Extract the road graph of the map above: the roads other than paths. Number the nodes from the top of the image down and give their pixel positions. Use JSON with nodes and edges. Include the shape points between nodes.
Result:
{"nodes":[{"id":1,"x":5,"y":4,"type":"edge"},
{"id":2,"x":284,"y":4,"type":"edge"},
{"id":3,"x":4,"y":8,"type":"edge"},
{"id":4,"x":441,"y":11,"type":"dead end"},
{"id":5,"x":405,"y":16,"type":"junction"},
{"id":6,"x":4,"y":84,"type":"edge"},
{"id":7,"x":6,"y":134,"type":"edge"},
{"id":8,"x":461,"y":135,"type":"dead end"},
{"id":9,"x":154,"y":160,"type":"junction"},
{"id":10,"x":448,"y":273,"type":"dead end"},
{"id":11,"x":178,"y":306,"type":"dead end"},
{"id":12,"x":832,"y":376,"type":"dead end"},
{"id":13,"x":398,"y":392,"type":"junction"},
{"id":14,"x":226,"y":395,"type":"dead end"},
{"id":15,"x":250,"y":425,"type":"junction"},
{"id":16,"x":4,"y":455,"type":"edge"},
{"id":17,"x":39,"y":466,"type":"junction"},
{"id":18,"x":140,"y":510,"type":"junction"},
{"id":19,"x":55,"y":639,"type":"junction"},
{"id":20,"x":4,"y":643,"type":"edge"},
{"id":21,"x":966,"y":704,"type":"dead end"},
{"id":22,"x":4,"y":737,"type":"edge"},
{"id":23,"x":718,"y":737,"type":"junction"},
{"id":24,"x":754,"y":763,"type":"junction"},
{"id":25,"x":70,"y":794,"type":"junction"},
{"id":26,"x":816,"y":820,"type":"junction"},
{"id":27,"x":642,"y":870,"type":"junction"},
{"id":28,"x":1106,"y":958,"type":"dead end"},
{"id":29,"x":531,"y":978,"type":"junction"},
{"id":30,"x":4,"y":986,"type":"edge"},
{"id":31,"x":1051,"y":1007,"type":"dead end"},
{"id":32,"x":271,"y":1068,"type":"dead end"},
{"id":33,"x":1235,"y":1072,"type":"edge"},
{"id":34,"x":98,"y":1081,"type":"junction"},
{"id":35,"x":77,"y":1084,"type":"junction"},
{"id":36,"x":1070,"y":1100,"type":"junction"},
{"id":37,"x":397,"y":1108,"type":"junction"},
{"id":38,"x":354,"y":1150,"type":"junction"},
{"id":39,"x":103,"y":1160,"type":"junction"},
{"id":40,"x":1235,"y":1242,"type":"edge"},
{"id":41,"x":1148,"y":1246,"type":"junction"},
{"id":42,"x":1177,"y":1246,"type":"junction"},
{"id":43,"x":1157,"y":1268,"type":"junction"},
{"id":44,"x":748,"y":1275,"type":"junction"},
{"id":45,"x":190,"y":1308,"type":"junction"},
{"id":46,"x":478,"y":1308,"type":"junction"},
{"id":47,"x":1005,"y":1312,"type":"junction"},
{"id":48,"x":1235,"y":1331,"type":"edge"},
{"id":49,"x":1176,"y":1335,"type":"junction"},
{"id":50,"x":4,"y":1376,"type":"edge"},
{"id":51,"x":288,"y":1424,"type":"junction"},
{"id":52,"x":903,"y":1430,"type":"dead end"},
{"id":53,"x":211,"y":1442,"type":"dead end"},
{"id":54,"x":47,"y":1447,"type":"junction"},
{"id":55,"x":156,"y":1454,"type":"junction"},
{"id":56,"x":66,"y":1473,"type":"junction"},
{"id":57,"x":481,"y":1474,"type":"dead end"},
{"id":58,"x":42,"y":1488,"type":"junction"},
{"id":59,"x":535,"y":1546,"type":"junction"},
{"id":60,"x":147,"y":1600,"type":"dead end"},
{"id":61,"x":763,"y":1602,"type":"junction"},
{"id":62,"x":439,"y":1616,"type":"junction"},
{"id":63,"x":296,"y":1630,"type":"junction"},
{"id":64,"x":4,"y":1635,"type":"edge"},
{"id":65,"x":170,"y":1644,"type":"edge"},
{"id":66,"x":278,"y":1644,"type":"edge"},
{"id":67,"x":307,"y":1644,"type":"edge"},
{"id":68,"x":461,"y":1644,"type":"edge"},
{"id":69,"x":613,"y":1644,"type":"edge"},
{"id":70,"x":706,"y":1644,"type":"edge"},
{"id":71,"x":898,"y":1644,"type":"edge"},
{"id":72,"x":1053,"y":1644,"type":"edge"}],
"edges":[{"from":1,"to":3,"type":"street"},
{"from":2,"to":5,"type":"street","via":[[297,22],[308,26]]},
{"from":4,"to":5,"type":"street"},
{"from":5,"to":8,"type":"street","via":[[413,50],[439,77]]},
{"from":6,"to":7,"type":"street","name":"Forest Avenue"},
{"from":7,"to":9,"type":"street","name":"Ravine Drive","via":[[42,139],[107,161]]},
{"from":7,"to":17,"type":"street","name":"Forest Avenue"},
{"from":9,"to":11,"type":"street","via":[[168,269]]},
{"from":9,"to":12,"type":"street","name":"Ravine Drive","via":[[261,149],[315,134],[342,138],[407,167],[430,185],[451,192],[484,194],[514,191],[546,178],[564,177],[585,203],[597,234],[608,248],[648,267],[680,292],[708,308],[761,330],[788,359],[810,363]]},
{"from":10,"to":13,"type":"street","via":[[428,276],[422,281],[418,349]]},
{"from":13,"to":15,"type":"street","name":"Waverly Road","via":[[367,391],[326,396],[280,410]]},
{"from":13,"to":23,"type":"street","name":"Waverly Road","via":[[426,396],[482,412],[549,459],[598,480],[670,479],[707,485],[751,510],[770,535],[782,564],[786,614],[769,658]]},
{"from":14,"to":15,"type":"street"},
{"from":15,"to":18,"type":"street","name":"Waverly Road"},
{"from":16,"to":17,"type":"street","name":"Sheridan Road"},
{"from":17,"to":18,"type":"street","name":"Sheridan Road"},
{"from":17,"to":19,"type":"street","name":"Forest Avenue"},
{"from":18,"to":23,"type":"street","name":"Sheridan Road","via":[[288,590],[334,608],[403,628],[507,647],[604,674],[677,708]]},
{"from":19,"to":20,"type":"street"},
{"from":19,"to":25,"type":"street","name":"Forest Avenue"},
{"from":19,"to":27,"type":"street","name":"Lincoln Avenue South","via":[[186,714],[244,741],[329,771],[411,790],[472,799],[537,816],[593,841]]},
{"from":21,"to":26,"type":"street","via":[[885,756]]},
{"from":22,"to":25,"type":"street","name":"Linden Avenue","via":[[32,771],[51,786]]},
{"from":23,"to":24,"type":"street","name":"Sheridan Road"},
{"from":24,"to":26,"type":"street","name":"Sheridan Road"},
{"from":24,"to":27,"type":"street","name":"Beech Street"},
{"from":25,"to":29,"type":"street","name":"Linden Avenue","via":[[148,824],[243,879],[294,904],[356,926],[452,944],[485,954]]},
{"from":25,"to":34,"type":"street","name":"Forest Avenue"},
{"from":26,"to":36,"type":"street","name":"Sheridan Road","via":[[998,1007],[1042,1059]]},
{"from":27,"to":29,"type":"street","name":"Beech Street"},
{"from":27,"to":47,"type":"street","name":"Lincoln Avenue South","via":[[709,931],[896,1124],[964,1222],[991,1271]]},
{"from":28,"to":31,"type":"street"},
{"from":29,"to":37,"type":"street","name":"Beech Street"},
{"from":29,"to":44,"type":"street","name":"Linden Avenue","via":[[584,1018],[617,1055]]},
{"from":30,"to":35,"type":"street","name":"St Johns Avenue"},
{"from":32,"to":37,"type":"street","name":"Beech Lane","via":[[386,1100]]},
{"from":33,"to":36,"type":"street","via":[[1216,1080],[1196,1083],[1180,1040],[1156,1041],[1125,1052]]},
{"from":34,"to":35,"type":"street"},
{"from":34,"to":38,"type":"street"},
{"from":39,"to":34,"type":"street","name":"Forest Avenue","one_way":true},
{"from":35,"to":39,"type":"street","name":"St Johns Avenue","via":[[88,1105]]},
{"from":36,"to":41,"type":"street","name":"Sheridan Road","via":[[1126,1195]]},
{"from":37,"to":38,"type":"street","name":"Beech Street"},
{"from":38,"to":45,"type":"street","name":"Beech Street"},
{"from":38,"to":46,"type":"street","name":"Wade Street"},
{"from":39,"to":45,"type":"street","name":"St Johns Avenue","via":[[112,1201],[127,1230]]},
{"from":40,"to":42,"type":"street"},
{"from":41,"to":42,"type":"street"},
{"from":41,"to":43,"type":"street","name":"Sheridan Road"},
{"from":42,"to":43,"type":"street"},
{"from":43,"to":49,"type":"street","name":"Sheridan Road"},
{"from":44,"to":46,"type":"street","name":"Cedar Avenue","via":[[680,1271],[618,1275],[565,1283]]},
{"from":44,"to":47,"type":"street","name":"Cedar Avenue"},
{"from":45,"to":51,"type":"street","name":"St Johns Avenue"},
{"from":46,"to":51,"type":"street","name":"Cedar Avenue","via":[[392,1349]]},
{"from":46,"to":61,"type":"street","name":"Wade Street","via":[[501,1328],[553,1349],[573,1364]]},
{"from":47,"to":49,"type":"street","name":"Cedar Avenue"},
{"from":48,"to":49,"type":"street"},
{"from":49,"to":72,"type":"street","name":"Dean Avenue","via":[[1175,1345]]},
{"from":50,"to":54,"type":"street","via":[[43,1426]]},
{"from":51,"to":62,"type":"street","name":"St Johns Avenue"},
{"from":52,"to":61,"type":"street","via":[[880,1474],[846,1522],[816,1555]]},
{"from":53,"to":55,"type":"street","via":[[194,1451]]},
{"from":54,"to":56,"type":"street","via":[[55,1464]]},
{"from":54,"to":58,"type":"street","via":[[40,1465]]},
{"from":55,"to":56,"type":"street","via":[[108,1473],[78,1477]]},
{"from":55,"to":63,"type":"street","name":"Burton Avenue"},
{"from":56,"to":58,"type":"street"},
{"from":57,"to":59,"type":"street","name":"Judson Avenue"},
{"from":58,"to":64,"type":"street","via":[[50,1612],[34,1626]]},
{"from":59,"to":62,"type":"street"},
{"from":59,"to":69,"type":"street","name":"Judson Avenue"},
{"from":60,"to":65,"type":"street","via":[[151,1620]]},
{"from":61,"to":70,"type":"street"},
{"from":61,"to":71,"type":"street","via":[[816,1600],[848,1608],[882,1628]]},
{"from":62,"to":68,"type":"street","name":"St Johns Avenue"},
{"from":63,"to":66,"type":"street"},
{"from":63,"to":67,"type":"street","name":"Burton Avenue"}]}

------------

Problem to work on:
Return each line of the listing that holds the word "Ravine".

Exercise solution:
{"from":7,"to":9,"type":"street","name":"Ravine Drive","via":[[42,139],[107,161]]},
{"from":9,"to":12,"type":"street","name":"Ravine Drive","via":[[261,149],[315,134],[342,138],[407,167],[430,185],[451,192],[484,194],[514,191],[546,178],[564,177],[585,203],[597,234],[608,248],[648,267],[680,292],[708,308],[761,330],[788,359],[810,363]]},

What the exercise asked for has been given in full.